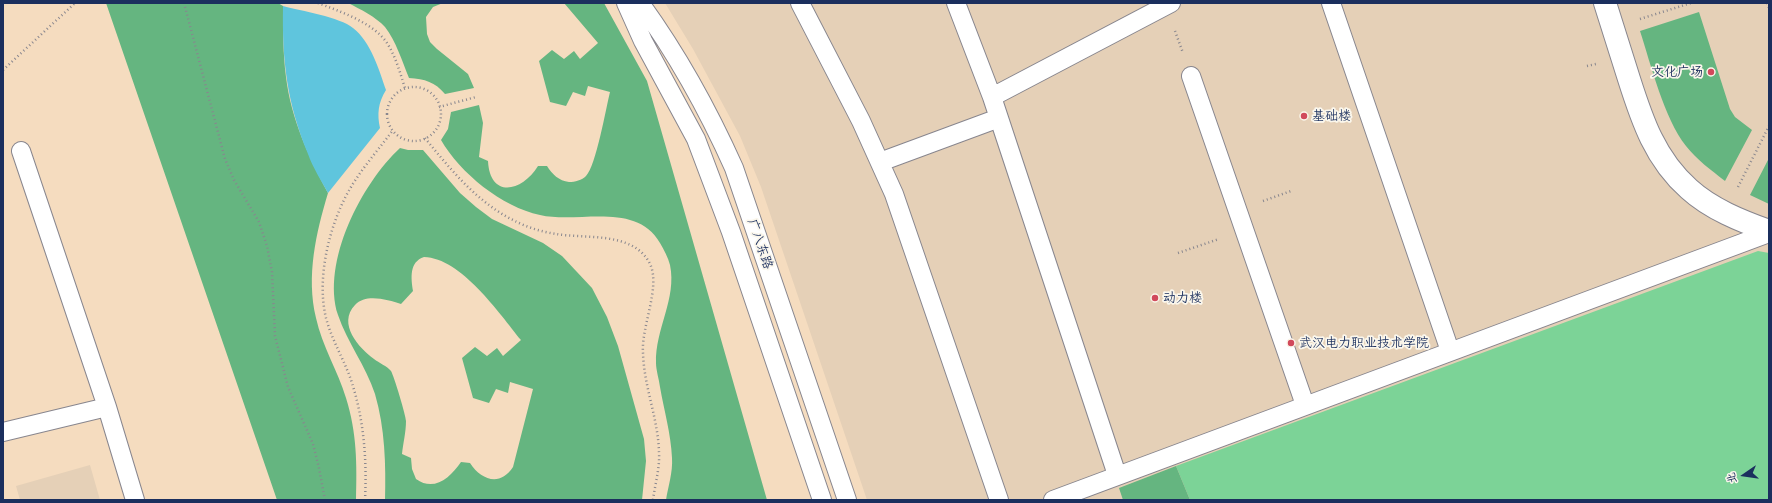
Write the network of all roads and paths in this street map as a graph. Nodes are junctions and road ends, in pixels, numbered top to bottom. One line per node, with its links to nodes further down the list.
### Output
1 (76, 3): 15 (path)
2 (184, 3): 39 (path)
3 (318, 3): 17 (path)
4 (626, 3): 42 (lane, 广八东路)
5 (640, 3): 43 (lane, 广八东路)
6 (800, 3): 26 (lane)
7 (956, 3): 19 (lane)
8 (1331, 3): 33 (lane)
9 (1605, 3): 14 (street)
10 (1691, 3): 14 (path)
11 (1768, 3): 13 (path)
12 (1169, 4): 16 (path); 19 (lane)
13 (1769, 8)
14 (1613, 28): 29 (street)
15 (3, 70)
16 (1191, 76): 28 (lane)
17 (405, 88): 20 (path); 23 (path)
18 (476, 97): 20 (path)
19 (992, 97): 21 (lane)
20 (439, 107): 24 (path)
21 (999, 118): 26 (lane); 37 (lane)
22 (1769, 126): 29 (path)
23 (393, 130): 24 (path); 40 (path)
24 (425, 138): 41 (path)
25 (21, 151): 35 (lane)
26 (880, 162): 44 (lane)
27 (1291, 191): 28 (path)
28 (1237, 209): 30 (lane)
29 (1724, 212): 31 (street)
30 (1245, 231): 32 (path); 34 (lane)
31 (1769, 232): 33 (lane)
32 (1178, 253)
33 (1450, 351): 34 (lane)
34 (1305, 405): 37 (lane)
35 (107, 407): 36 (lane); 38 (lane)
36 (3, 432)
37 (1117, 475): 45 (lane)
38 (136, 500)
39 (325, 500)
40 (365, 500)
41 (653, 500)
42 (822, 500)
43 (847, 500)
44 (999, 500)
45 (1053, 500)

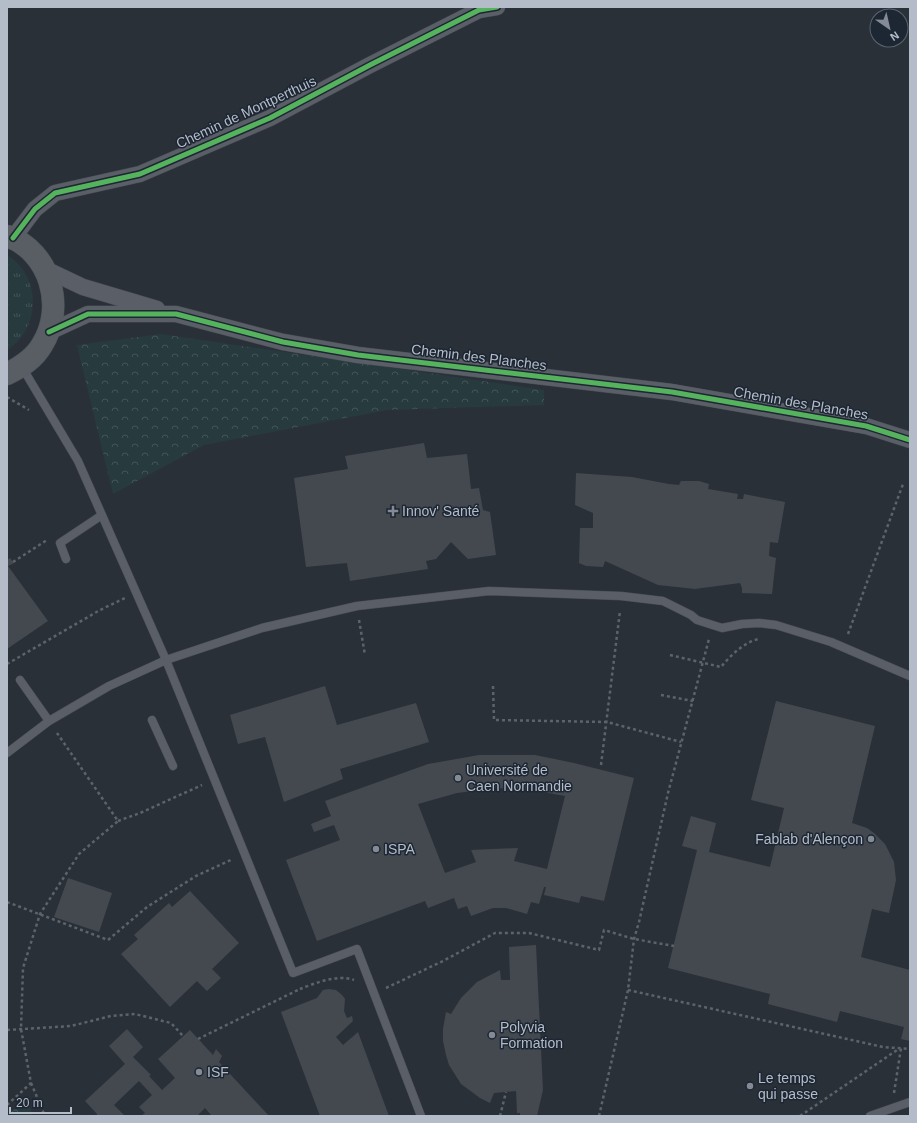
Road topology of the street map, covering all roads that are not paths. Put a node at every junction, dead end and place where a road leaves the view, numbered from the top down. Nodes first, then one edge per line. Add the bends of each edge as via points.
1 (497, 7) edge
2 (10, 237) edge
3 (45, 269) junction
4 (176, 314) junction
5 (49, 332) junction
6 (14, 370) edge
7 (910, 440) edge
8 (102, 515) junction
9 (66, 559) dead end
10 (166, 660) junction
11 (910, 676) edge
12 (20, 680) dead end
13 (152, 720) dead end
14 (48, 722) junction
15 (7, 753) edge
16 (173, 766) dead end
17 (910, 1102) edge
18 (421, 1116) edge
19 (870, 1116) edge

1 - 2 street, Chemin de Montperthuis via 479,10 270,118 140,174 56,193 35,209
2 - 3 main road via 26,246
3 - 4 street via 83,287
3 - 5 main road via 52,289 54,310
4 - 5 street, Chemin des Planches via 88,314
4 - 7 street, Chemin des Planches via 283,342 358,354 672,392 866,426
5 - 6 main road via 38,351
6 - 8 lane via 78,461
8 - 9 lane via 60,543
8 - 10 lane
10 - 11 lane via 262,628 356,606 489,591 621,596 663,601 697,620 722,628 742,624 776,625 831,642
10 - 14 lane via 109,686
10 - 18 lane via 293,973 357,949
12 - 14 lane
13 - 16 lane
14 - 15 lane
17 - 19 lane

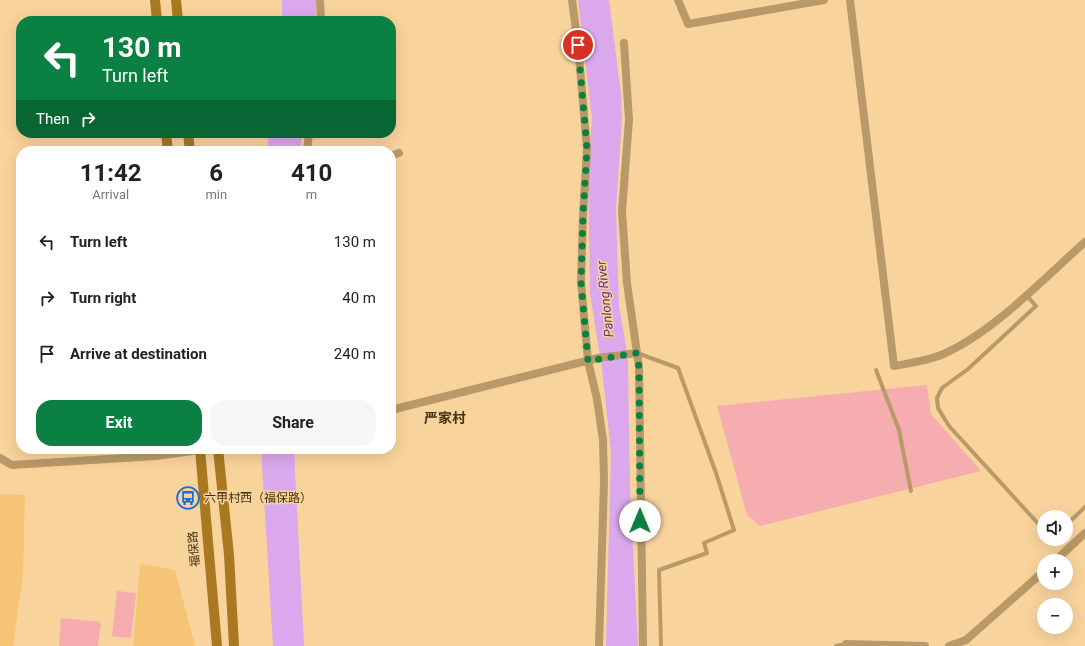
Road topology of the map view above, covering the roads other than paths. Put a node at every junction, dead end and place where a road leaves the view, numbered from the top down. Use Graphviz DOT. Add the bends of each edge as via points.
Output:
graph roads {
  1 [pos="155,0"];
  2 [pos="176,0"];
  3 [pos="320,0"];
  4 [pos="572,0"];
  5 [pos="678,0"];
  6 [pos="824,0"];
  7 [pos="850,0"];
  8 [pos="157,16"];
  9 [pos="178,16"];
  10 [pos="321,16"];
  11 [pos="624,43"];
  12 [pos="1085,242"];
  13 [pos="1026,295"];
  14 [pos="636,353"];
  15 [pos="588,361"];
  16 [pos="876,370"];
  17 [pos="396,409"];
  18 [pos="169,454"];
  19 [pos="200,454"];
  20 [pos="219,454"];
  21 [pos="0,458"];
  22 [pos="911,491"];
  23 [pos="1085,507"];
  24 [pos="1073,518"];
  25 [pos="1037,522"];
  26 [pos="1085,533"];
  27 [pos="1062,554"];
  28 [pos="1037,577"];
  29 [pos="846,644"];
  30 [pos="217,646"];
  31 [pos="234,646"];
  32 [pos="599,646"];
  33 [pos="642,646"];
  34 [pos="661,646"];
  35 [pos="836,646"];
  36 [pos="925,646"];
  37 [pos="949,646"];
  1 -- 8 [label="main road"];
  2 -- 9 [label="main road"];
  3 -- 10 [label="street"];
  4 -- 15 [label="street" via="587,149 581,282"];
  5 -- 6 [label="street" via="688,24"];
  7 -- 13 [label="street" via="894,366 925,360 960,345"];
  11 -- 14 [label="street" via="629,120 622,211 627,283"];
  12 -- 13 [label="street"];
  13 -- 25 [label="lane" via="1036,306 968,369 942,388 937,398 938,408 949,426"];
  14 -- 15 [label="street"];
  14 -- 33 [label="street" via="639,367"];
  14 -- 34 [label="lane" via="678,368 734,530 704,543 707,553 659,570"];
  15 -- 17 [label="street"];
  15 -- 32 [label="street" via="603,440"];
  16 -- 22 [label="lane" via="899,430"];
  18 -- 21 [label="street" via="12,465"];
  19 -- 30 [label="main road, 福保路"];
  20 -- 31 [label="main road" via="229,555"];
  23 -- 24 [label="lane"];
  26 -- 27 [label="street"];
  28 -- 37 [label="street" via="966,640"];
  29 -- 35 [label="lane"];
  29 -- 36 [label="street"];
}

····················

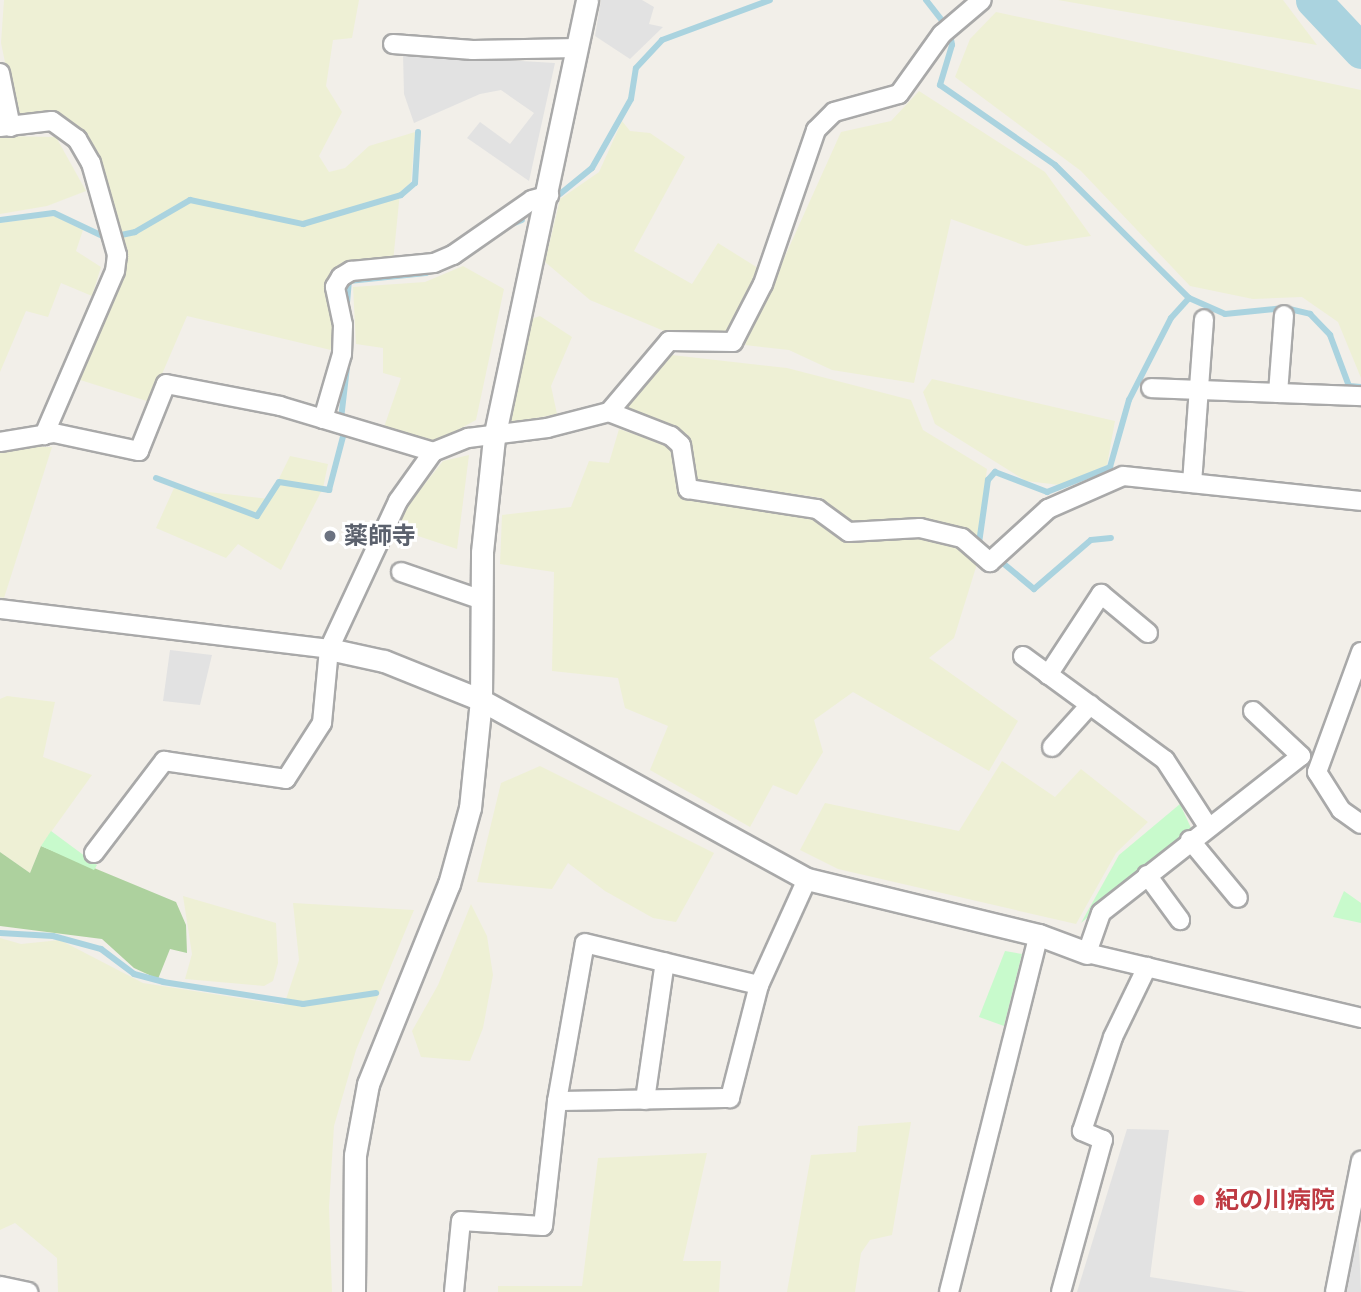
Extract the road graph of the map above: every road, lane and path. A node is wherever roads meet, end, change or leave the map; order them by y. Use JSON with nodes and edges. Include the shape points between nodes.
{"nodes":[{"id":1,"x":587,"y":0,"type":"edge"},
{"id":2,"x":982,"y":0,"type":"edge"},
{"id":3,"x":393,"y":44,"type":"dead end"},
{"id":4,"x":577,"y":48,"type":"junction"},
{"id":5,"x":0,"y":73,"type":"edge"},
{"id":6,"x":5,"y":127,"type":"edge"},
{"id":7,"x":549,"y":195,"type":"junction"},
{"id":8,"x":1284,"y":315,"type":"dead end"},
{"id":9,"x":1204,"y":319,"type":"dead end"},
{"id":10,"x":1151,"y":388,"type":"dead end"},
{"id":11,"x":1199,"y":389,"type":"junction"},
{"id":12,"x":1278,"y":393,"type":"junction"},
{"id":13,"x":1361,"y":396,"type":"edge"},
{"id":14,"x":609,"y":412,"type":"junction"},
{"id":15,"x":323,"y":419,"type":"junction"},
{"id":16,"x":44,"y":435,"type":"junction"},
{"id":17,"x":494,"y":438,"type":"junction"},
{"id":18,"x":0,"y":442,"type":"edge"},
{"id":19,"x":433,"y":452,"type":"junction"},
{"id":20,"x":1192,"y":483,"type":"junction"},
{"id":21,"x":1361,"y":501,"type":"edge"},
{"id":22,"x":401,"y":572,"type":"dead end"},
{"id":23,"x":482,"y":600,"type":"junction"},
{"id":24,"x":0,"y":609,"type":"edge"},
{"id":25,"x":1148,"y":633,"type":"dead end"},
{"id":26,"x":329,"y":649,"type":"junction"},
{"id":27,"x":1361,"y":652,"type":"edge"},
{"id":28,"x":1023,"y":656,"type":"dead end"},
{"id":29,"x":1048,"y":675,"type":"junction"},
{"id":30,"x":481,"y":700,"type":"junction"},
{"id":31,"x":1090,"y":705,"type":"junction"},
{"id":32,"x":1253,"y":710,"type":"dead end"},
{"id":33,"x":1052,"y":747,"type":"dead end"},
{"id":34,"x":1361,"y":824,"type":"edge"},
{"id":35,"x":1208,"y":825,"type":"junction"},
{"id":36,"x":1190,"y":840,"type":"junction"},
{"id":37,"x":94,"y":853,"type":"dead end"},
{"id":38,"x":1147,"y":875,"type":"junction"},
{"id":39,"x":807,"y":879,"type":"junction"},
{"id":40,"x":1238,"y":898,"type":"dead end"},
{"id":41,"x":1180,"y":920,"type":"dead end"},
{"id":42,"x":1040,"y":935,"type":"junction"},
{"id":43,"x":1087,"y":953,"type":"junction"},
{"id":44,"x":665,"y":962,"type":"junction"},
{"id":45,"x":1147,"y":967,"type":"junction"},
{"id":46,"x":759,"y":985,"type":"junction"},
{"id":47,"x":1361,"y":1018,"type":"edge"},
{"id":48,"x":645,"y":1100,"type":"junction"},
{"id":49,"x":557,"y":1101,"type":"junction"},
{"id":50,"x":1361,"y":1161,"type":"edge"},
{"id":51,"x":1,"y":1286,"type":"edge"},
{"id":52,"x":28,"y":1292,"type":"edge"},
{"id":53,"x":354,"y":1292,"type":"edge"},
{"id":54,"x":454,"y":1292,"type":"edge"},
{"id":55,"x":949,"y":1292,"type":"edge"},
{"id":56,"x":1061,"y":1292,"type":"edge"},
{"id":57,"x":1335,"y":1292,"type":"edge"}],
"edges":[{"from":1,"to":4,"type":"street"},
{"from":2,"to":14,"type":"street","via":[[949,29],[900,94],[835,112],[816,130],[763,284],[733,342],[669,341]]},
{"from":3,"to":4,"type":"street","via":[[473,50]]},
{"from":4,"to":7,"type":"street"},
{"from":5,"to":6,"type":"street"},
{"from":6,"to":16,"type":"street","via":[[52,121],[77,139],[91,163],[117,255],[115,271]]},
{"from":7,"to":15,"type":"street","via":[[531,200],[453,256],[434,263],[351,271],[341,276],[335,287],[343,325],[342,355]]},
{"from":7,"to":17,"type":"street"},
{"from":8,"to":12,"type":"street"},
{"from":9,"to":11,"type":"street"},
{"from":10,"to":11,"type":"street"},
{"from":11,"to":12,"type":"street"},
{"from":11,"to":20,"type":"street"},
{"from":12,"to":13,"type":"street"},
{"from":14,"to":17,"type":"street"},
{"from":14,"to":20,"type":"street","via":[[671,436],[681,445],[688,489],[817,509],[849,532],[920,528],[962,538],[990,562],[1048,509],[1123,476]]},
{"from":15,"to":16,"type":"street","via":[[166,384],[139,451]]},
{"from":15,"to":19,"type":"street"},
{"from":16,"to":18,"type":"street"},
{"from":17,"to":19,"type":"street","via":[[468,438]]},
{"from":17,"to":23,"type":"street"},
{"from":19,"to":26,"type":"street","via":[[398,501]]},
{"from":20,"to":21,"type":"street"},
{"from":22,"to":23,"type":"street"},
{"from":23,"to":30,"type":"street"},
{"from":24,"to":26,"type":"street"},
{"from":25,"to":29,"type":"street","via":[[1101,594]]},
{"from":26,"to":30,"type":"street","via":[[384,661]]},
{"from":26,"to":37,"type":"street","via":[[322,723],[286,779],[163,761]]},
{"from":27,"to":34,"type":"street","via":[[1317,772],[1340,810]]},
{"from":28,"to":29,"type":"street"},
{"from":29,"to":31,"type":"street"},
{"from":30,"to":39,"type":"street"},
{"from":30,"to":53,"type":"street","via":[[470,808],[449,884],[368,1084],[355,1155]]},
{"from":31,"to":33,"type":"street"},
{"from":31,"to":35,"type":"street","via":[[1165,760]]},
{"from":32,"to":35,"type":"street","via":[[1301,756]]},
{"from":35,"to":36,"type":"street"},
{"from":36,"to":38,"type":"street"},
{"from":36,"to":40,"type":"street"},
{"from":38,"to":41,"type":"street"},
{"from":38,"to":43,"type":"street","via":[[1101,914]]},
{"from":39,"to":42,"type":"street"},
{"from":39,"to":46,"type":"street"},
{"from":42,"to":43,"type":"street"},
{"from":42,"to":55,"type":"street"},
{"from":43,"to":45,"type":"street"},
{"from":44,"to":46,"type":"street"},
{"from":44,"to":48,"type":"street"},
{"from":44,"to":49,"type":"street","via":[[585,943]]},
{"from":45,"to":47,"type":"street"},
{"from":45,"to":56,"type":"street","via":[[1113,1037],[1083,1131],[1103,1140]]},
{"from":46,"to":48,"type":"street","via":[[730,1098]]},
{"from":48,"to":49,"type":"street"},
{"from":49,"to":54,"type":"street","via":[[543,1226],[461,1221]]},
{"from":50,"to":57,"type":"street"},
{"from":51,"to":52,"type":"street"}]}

····················

WORK INSTRUCTIONS: Among the lines of these entries, find those that contain "edges". Give their number and nothing else.

REPLY TO THE TASK: 2